Jerking free, she quickened her pace, wincing again as the movement put just a little too much pressure on her knee. Annoyed, Jenna resisted the temptation to rub the knee. The last thing she needed was to invoke O’Halloran’s protective instincts.
Although, grimly, she noted that if she had thought O’Halloran hadn’t seen the elastic bandage beneath her leggings, she would be wrong. “Nothing much. As it happens, I had another run-in with a car.”
O’Halloran threw her a sharp look, as if he was as surprised as she that she’d touched on a topic that was so closely connected to the hour they’d spent in his apartment making love. But that didn’t stop him from firing a string of questions at her as they walked, his voice relaxed and low-key, almost casual, although by the time they reached her car he had mined every salient detail.
“Ticked anyone off lately?”
She found her key and depressed the lock. “Yeah, a fan.”
O’Halloran opened the driver’s side door, his arm brushing hers as he did so, sending another one of those small electrifying shocks through her. “Are you telling me,” he said quietly, “that you think the driver aimed for you?”

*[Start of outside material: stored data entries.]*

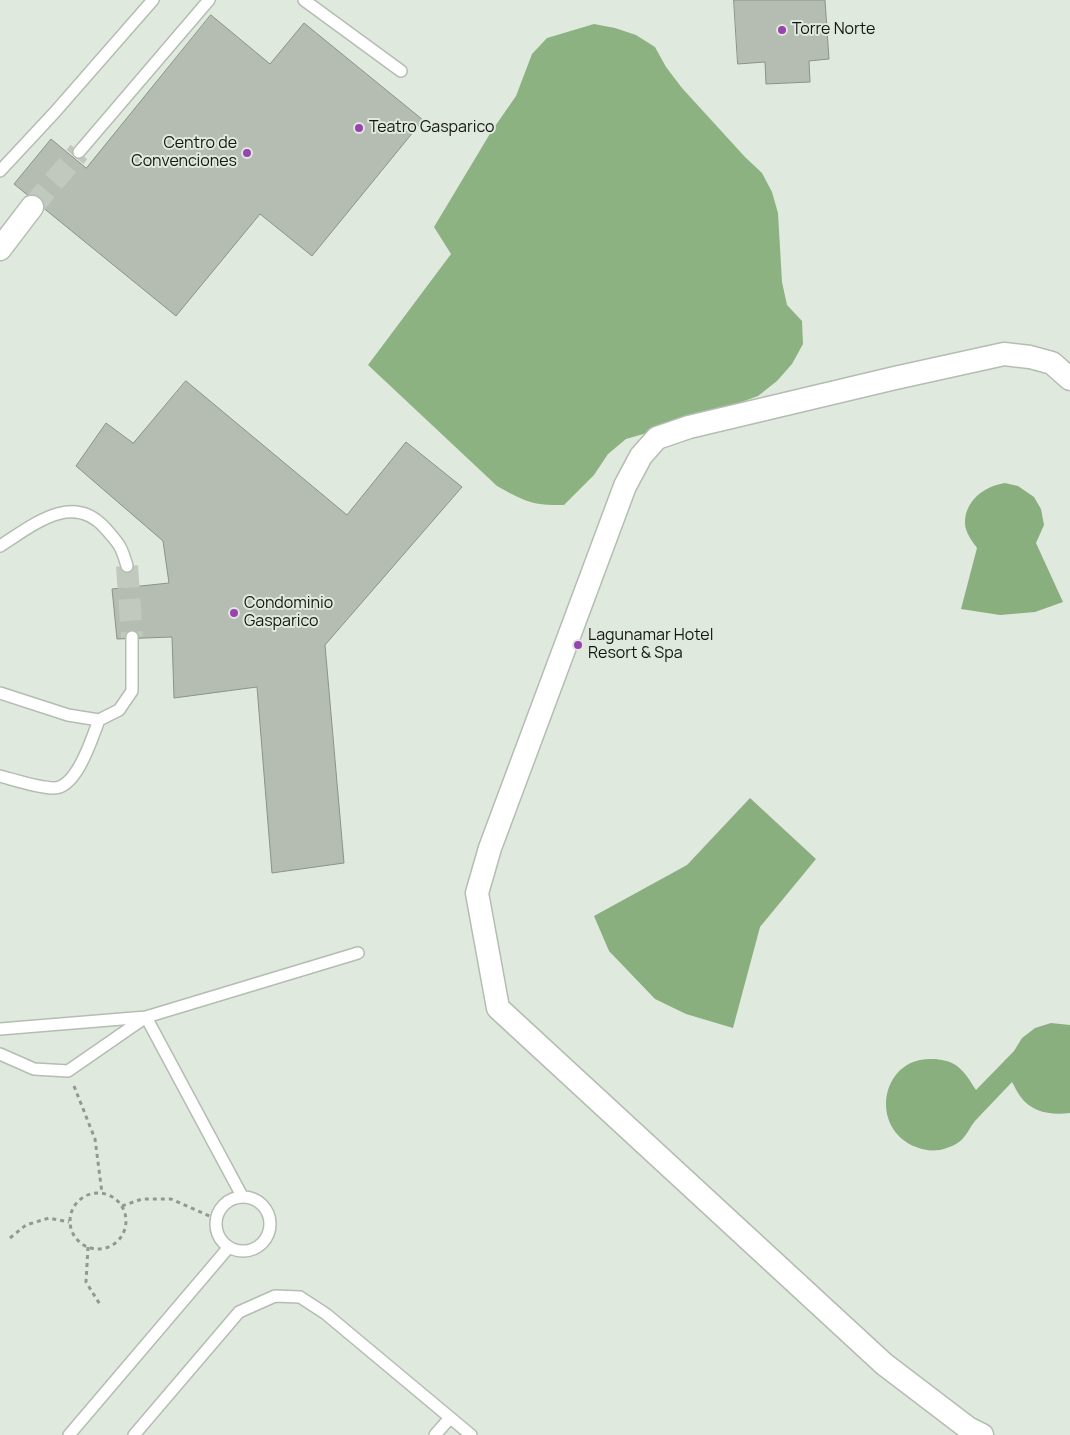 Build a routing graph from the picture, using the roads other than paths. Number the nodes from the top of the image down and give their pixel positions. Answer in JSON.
{"nodes":[{"id":1,"x":153,"y":0,"type":"edge"},
{"id":2,"x":209,"y":0,"type":"edge"},
{"id":3,"x":304,"y":0,"type":"edge"},
{"id":4,"x":401,"y":71,"type":"dead end"},
{"id":5,"x":79,"y":152,"type":"tunnel mouth"},
{"id":6,"x":0,"y":171,"type":"edge"},
{"id":7,"x":32,"y":207,"type":"tunnel mouth"},
{"id":8,"x":0,"y":249,"type":"edge"},
{"id":9,"x":1070,"y":379,"type":"edge"},
{"id":10,"x":0,"y":546,"type":"edge"},
{"id":11,"x":127,"y":566,"type":"tunnel mouth"},
{"id":12,"x":132,"y":637,"type":"tunnel mouth"},
{"id":13,"x":0,"y":693,"type":"edge"},
{"id":14,"x":99,"y":720,"type":"junction"},
{"id":15,"x":0,"y":776,"type":"edge"},
{"id":16,"x":358,"y":953,"type":"dead end"},
{"id":17,"x":146,"y":1017,"type":"junction"},
{"id":18,"x":0,"y":1029,"type":"edge"},
{"id":19,"x":0,"y":1054,"type":"edge"},
{"id":20,"x":242,"y":1196,"type":"junction"},
{"id":21,"x":229,"y":1247,"type":"junction"},
{"id":22,"x":450,"y":1418,"type":"junction"},
{"id":23,"x":69,"y":1435,"type":"edge"},
{"id":24,"x":134,"y":1435,"type":"edge"},
{"id":25,"x":435,"y":1435,"type":"edge"},
{"id":26,"x":472,"y":1435,"type":"edge"},
{"id":27,"x":982,"y":1435,"type":"edge"}],
"edges":[{"from":1,"to":6,"type":"lane"},
{"from":2,"to":5,"type":"lane"},
{"from":3,"to":4,"type":"lane"},
{"from":7,"to":8,"type":"street"},
{"from":9,"to":27,"type":"street"},
{"from":10,"to":11,"type":"lane"},
{"from":12,"to":14,"type":"lane"},
{"from":13,"to":14,"type":"lane"},
{"from":14,"to":15,"type":"lane"},
{"from":16,"to":17,"type":"lane"},
{"from":17,"to":18,"type":"lane"},
{"from":17,"to":19,"type":"lane"},
{"from":17,"to":20,"type":"lane"},
{"from":20,"to":21,"type":"lane"},
{"from":20,"to":21,"type":"lane"},
{"from":21,"to":23,"type":"lane"},
{"from":22,"to":24,"type":"lane"},
{"from":22,"to":25,"type":"lane"},
{"from":22,"to":26,"type":"lane"}]} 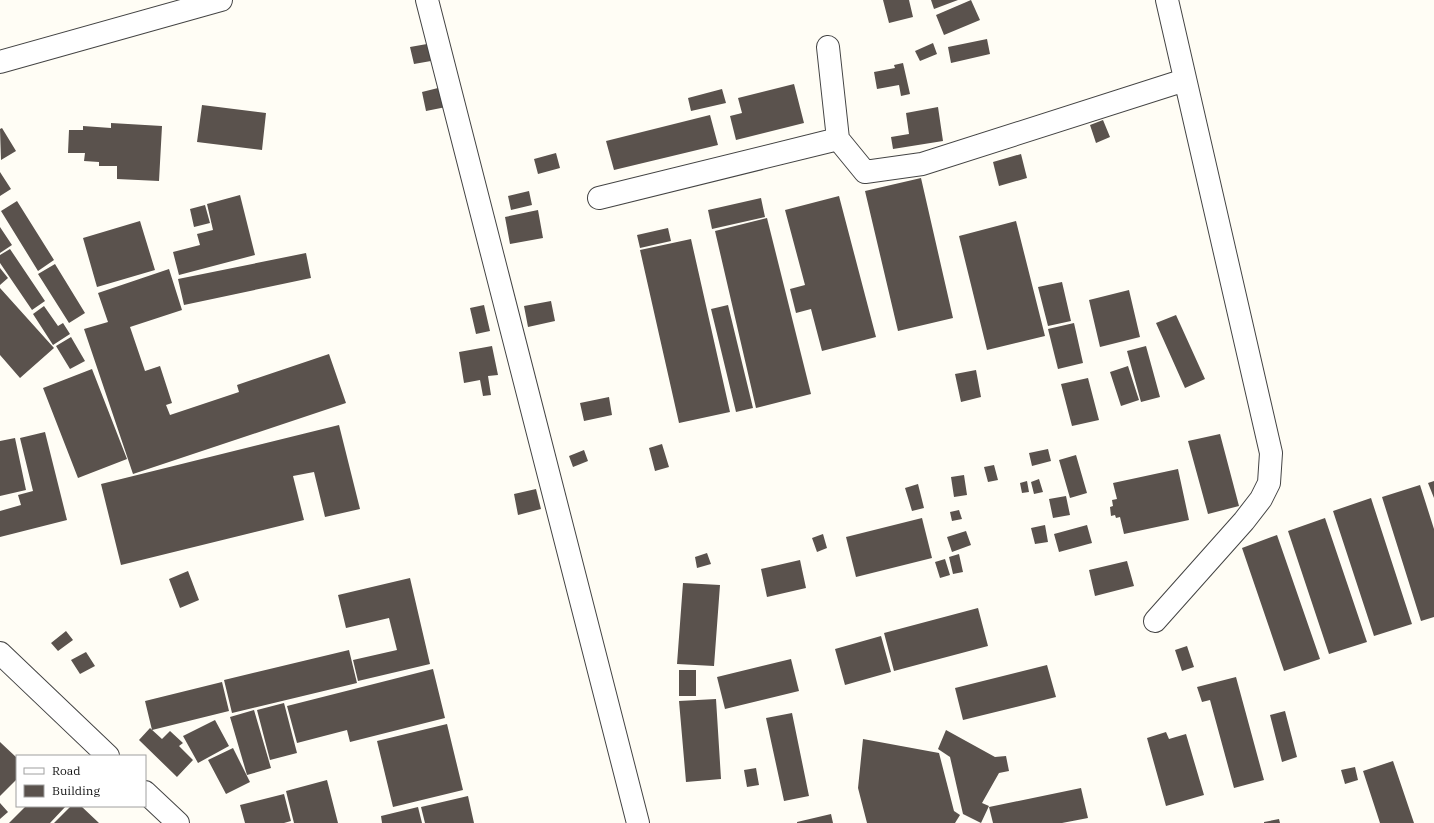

Jenna tensed as a replay of the shiny black car heading straight for her at high speed flashed through her mind. “Not exactly, there was no room. If he had swerved he would have hit another car and damaged his own. That’s what saved me. I dived between two cars. What bothers me is that he had a long time to see me and he never slowed down.”
“It could have been some kid—”
“Playing chicken. I thought of that.” Her fingers tightened on the strap of her handbag. “The only problem was it didn’t feel like a game.”
She took a deep breath. Here was the point where O’Halloran called the men in white coats with the interesting drugs and the padded cell. “Whoever it was, I got the impression he wanted to hit me. Even if he had braked seconds before, he still would have hit me, and he didn’t brake.”
Instead of dismissing her statement as emotional overreaction, O’Halloran crossed his arms over his chest and seemed content to listen. “And the disgruntled fan? Where does she come in?”
“He,” she corrected. “When I got home I found a threatening email.”
His expression altered very slightly. Jenna couldn’t even say what it was, exactly, that had changed, just that the temperature seemed to drop by several degrees.
Briefly, she outlined the content of the email, omitting her own suspicion that the poisonous fan, aside from being someone from her past, could be somehow linked with Natalie. So far, that part was just a theory, and she didn’t want to cause any unnecessary upset. She couldn’t forget that O’Halloran had never believed the house fire that had killed Natalie and Jared had been a random arson. According to her aunt, he’d believed that his family had been targeted because he was a cop, and despite leaving the police force, it was an investigation he had never given up.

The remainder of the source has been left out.